Spencer then focused and began the conversation, “He was integral in Edmund Freud, and Carl Gustav Jung’s movement in psychoanalysis. However, it was Nietzsche who first used the word sublimation in the way that they used it. He gave credit to the Greek tragedians who were able to capture what most move us, by praising attic tragedy by their fusion of the two art deities, Apollo and Dionysus. The main ingredient in the mixture of the Apollonian and the Dionysian, is a raw catharsis that arises within theater goers in order to experience the tragedy on a human level, so they may purge the inessential and grow beyond their follies. 

Nima then interrupted and said, “Percy, isn’t it just obvious we were made for each other? Honestly, look at us!

Percy replied, “It is interesting how opposites attract.”

“You complete me,” Nima then touched Percy’s forearm again and kissed him on the Cheek—only to then punch him on the shoulder to show dominance.

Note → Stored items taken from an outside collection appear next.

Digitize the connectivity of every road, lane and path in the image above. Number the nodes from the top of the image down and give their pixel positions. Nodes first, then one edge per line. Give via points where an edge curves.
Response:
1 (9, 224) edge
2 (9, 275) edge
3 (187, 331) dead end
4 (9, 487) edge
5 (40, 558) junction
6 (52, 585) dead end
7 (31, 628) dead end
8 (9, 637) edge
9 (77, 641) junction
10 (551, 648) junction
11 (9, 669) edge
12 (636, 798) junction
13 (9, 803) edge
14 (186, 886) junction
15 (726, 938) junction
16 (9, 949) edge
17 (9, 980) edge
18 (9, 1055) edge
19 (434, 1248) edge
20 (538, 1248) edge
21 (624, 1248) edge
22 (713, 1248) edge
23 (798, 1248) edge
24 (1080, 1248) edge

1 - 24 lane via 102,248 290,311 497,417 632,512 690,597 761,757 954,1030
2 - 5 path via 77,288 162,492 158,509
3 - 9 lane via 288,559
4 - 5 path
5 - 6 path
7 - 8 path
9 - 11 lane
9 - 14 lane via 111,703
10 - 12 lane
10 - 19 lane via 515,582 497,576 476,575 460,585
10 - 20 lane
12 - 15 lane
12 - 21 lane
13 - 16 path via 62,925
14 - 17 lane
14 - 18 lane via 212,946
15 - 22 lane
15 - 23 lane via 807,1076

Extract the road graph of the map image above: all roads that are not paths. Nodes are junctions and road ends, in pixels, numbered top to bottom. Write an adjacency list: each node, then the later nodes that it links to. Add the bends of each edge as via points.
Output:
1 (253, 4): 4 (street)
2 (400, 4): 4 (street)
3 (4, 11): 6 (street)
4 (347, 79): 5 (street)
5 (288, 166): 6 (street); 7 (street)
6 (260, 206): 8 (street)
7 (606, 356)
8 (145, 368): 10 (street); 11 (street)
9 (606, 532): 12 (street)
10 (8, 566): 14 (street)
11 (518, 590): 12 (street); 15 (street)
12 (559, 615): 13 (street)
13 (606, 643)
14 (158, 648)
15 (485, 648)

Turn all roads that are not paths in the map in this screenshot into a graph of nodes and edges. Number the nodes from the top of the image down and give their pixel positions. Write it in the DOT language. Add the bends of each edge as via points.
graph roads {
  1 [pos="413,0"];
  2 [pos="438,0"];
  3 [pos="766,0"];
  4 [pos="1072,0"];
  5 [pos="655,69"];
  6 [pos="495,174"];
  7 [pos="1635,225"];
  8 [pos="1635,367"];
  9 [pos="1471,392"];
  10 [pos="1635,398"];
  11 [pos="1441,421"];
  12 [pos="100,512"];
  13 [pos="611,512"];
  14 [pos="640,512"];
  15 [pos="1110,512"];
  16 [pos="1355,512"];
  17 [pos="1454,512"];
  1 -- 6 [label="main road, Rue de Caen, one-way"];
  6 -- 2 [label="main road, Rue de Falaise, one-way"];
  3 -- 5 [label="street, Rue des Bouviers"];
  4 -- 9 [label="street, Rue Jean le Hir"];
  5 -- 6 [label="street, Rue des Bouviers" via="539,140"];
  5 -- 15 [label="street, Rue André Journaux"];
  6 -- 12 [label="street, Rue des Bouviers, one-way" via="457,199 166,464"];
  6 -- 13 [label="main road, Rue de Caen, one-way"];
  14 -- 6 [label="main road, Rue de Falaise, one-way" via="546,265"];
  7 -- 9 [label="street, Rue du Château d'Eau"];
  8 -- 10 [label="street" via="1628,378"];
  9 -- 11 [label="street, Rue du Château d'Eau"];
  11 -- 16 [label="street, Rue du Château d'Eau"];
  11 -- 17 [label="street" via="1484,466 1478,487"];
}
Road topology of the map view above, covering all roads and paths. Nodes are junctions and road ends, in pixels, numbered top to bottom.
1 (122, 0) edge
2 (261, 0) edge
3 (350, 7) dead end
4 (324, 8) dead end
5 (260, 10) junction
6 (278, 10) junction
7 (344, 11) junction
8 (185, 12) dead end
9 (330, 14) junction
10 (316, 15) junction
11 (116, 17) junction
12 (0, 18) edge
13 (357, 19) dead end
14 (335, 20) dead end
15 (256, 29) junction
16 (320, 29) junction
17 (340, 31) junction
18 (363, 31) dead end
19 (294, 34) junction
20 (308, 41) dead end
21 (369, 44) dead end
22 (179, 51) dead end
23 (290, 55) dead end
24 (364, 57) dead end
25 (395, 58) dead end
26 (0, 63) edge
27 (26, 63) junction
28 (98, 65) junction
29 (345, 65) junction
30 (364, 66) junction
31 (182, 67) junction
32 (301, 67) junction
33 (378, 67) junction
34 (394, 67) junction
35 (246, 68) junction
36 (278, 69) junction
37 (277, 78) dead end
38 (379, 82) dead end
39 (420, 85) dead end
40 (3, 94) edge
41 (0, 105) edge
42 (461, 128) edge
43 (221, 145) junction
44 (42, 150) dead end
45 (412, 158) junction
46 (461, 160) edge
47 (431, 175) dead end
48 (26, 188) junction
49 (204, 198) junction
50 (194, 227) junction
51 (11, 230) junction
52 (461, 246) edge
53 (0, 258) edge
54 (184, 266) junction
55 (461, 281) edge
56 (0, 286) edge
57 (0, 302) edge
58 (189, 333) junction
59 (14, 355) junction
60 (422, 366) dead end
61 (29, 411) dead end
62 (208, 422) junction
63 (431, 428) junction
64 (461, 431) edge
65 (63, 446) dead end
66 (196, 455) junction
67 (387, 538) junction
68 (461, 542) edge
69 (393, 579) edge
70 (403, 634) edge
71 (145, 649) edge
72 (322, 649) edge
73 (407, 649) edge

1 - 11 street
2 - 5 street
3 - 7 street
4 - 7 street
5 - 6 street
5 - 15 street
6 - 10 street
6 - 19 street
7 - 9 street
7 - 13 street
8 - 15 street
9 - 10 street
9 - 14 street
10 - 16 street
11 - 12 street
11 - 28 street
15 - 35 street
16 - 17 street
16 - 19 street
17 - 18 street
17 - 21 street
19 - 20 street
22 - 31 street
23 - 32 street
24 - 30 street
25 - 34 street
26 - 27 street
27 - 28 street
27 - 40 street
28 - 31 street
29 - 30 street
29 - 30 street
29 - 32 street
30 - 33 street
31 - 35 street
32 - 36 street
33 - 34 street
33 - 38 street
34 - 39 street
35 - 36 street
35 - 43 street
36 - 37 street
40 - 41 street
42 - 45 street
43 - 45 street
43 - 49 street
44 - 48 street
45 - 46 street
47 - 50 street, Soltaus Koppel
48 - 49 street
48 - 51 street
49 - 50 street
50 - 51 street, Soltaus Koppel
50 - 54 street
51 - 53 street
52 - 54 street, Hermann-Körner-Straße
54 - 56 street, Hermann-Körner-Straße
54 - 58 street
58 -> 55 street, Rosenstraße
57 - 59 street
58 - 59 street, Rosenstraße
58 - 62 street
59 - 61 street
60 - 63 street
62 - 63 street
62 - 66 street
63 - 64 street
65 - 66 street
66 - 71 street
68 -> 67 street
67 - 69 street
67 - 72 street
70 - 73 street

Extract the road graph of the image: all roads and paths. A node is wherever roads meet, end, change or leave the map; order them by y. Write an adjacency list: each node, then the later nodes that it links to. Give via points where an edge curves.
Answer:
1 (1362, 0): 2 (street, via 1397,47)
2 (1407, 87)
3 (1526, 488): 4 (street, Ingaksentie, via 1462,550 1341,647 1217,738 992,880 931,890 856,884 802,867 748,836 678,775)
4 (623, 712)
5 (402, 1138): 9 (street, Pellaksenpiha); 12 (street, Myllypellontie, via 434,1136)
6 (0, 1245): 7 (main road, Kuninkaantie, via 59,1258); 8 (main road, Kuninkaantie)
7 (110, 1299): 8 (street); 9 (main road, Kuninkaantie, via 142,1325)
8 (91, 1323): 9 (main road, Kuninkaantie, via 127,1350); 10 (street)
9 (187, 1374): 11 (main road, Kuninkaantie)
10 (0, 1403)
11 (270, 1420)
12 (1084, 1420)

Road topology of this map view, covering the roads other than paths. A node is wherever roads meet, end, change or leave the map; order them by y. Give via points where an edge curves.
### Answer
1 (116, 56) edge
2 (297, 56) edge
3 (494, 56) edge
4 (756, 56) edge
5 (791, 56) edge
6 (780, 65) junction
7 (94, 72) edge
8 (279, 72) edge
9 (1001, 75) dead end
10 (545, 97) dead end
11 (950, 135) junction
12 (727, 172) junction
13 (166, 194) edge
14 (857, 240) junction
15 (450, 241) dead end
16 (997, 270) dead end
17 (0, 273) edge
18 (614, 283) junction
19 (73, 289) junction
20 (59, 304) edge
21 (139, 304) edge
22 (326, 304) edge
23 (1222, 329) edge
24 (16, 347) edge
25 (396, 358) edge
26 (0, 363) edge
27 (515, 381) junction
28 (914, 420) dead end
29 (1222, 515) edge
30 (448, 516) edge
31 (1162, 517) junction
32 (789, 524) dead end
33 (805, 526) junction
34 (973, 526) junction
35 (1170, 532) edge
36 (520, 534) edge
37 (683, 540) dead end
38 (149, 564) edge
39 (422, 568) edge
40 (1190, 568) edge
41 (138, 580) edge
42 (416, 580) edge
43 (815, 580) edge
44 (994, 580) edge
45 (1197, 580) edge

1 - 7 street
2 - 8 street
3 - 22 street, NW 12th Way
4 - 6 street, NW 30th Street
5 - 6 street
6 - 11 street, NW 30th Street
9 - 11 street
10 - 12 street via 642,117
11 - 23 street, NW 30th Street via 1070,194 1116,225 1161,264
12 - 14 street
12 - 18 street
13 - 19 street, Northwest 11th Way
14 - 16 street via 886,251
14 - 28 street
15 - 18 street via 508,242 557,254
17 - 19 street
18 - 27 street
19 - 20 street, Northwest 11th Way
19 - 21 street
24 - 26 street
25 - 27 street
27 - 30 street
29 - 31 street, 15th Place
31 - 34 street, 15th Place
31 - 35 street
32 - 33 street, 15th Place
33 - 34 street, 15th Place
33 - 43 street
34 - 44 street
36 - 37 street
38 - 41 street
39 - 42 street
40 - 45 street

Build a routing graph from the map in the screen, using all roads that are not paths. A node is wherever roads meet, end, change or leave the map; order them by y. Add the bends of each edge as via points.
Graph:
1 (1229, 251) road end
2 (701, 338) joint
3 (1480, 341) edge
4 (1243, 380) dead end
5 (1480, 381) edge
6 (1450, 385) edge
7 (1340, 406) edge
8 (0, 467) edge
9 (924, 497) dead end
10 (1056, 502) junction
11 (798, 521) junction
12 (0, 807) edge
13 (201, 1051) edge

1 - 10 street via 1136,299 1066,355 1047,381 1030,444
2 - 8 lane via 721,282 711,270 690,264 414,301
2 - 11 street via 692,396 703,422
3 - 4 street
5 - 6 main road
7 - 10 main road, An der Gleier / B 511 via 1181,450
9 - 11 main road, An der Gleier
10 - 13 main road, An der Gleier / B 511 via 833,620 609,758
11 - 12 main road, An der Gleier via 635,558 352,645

There are two ways to enter the domain of philosophy, to use analytic genius with the tools of Reason in order to tap into who we are essentially. The biggest debt to do this starts with Socrates when he begins his battle with the sophists, politicians, and the youth to learn who we are, and what kind of life we should live, and how we should govern. Aristotle runs with this train of thought rigorously. However, there is another way to learn who we are and what motivates us through a dark and brooding method by discovering our impulses and motivations. We can feel it in the air, in what surrounds us, in what drives us. It takes an intuitive genius to discover it, but it’s always been there, it’s always ever-present.

“I’m getting goosebumps from just listening!” Nima exclaimed.

“There is a certain truth about it, isn’t there?” Percy replied curiously.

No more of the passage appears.